Machine learning insights of anthropogenic and natural influences on riverbed deformation in a large lowland river

Abstract

As escalating environmental pressures threaten the world's river systems, understanding the driving factors influencing their geomorphological changes is of critical global importance. This study illuminates the complex interaction between natural and anthropogenic factors that drove geomorphological changes along the upper Apalachicola River (UAR) from 1960 to 2010. This study utilized LiDAR point cloud data and hydrographic surveys conducted between 1960 and 2010 to identify the primary factors driving riverbed changes. A triangular irregular network (TIN) was used to convert the combined datasets from each survey, following coordinate transformation, into a 1.5 m-resolution digital elevation model (DEM) raster. The DEM of difference (DEMoD) was computed by subtracting the 1960 DEM from that of 2010, and the total sediment loss and gain were then determined by multiplying the DEMoD by the DEM resolution. A random forest (RF) regression model was used to determine the most influential factors contributing to riverbed deformation. The results revealed substantial differences in sediment loss and gain across the river. The UAR, divided into three segments, experienced sediment loss of about −6.56 × 106 m3 between 1960 and 2010, with the farthest upstream section (RM 106 to 98) losing −3.14 × 106 m3, which is ~48 % of the sediment losses in the study area.
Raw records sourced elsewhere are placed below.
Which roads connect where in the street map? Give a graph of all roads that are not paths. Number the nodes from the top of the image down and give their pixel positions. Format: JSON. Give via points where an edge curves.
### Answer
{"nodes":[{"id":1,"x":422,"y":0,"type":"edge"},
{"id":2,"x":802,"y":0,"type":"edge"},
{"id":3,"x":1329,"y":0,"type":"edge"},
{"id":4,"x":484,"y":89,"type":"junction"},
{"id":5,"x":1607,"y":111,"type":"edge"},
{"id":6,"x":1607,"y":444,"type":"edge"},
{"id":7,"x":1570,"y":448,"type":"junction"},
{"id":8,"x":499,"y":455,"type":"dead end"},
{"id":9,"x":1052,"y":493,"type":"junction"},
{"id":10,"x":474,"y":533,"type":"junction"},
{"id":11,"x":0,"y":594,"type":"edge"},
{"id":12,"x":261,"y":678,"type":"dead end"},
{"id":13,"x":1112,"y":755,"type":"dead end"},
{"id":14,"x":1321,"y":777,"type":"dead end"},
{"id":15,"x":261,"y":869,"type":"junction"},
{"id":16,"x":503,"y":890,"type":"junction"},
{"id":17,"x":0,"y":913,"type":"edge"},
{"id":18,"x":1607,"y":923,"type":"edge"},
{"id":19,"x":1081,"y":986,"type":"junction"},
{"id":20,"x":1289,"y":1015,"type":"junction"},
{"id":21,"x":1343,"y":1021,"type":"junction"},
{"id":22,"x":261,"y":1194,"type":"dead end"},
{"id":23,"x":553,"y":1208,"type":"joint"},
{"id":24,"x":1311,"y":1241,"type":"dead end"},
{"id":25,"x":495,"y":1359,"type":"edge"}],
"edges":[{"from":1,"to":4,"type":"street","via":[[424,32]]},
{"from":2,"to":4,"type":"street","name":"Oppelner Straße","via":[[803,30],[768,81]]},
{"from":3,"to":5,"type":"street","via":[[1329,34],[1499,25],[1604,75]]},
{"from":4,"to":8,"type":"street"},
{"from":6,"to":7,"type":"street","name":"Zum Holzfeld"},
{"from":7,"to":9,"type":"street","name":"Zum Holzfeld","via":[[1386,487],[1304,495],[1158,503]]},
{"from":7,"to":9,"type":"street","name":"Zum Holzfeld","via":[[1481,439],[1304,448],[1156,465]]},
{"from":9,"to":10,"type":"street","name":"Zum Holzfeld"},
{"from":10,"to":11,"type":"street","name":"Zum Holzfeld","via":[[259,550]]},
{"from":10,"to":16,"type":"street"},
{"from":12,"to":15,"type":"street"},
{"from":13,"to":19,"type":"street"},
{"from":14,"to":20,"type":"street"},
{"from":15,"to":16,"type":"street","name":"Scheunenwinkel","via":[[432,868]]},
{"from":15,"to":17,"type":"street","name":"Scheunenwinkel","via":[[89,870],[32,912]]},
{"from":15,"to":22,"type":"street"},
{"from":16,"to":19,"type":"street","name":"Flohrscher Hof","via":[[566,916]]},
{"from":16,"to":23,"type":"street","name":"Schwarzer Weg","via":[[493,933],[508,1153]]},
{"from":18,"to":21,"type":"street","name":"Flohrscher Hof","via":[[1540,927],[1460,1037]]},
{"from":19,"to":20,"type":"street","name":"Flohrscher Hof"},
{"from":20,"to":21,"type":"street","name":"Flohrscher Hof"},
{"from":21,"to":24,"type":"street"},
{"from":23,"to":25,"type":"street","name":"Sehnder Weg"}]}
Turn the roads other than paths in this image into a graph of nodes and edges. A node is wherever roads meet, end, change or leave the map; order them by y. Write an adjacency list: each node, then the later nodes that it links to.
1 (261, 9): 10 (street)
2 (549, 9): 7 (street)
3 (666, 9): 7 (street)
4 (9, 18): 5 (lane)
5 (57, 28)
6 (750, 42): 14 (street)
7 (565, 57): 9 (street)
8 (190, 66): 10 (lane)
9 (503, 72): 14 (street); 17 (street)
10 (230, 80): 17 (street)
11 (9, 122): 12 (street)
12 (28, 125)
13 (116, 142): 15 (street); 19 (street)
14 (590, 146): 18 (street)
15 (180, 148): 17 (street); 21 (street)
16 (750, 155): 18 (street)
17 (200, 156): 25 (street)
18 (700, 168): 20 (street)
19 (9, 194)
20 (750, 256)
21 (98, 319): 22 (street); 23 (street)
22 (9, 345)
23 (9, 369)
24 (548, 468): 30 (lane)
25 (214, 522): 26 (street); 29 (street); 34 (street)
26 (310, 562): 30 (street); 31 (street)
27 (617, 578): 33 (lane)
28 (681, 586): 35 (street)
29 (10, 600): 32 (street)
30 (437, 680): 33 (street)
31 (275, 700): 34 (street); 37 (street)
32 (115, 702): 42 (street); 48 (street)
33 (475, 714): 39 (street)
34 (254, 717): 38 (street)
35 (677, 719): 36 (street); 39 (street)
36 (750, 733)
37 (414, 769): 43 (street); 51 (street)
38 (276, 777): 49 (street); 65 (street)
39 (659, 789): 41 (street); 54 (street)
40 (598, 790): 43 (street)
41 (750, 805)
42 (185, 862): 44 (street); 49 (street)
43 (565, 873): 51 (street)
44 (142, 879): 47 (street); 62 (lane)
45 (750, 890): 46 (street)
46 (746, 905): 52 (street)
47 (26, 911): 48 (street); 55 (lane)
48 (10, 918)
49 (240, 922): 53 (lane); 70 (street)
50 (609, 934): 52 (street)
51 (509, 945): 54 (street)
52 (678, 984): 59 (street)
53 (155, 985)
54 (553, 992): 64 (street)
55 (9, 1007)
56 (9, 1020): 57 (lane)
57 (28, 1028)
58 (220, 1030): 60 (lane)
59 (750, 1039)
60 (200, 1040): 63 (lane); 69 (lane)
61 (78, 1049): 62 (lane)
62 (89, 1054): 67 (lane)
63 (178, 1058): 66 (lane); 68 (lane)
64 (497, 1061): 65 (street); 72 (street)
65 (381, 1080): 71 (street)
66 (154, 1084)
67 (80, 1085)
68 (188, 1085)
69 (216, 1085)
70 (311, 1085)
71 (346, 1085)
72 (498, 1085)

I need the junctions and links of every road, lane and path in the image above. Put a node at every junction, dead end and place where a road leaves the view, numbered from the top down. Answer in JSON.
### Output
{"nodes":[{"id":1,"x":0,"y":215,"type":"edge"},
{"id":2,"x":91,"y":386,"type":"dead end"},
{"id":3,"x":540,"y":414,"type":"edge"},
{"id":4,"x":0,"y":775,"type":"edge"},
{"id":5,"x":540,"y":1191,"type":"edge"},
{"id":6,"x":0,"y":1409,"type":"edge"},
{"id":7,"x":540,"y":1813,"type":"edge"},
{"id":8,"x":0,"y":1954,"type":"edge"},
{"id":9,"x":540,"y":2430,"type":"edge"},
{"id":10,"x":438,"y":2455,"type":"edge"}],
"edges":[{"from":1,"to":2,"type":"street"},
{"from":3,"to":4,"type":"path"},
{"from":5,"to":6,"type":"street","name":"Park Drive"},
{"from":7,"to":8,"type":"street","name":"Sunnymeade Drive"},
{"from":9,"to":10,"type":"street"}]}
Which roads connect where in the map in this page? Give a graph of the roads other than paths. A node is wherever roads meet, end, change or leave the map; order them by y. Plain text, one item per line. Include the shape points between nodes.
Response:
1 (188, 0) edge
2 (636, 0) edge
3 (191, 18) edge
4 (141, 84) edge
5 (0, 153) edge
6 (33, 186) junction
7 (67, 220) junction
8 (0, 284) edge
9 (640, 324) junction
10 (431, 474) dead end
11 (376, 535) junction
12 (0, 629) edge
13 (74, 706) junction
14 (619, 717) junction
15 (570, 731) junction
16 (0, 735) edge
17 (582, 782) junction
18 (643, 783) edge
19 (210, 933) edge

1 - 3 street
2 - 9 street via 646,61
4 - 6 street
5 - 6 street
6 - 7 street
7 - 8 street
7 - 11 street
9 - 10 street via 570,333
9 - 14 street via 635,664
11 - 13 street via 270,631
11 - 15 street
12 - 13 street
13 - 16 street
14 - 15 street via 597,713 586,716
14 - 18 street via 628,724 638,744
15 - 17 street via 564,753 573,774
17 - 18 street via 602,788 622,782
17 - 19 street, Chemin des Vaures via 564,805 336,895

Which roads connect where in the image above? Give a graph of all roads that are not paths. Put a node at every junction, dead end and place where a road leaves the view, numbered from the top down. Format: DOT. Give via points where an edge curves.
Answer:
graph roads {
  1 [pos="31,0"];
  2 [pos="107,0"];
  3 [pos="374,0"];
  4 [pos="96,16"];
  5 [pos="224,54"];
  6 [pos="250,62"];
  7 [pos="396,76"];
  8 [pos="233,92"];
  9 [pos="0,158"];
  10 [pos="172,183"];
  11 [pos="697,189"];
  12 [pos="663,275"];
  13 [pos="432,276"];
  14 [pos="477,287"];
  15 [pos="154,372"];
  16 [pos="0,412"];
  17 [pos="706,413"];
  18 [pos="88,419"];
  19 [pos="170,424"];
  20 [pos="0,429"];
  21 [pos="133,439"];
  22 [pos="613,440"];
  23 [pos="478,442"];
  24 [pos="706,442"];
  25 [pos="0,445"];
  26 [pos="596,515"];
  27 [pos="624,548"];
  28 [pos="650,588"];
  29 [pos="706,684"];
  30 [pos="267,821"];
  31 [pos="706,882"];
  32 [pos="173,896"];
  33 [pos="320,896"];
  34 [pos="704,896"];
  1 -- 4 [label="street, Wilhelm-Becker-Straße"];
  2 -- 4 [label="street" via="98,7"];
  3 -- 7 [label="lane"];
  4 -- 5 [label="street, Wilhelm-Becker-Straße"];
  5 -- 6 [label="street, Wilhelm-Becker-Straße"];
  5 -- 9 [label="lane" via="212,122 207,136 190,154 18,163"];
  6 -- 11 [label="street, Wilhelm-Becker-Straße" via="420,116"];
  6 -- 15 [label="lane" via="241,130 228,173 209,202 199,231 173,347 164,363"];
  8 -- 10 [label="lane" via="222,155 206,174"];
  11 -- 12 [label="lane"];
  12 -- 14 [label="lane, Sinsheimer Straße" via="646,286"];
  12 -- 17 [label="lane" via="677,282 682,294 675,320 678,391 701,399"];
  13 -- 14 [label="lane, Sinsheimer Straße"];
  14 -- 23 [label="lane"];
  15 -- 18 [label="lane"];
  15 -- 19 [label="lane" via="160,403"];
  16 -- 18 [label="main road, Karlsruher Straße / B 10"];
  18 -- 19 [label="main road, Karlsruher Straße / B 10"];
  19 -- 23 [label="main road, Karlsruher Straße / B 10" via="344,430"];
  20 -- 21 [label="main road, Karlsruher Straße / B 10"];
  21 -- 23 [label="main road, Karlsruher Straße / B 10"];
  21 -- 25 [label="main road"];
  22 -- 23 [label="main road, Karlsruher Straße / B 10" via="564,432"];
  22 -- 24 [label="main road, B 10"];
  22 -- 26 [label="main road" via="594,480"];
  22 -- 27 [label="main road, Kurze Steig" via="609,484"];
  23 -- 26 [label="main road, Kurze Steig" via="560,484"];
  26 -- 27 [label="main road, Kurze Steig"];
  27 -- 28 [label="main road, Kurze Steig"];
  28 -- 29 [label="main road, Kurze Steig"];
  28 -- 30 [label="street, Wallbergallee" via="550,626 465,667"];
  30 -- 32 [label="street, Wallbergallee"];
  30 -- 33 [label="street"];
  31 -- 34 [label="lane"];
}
Some sections of the channel have deepened significantly, with a pronounced depth difference of −17.20 m between RM 92 and 94, potentially caused by the presence of limestone and the enlargement of a sinkhole or spring on the riverbed. The RF model identified the dam (>28 %) as the most crucial anthropogenic factor in riverbed deformation, followed by the presence of dikes (~17—18 %), then historical dredging (~7—8 %), highlighting the substantial impact of artificial structures on riverbed deformation. In contrast, rock removal, while potentially impactful in certain locations, had negligible effects (>0.5 %) at the system scale. This study highlights the interaction of natural and anthropogenic factors in river geomorphology and the potential for machine learning to identify these dynamics and inform data-driven river management and conservation strategies.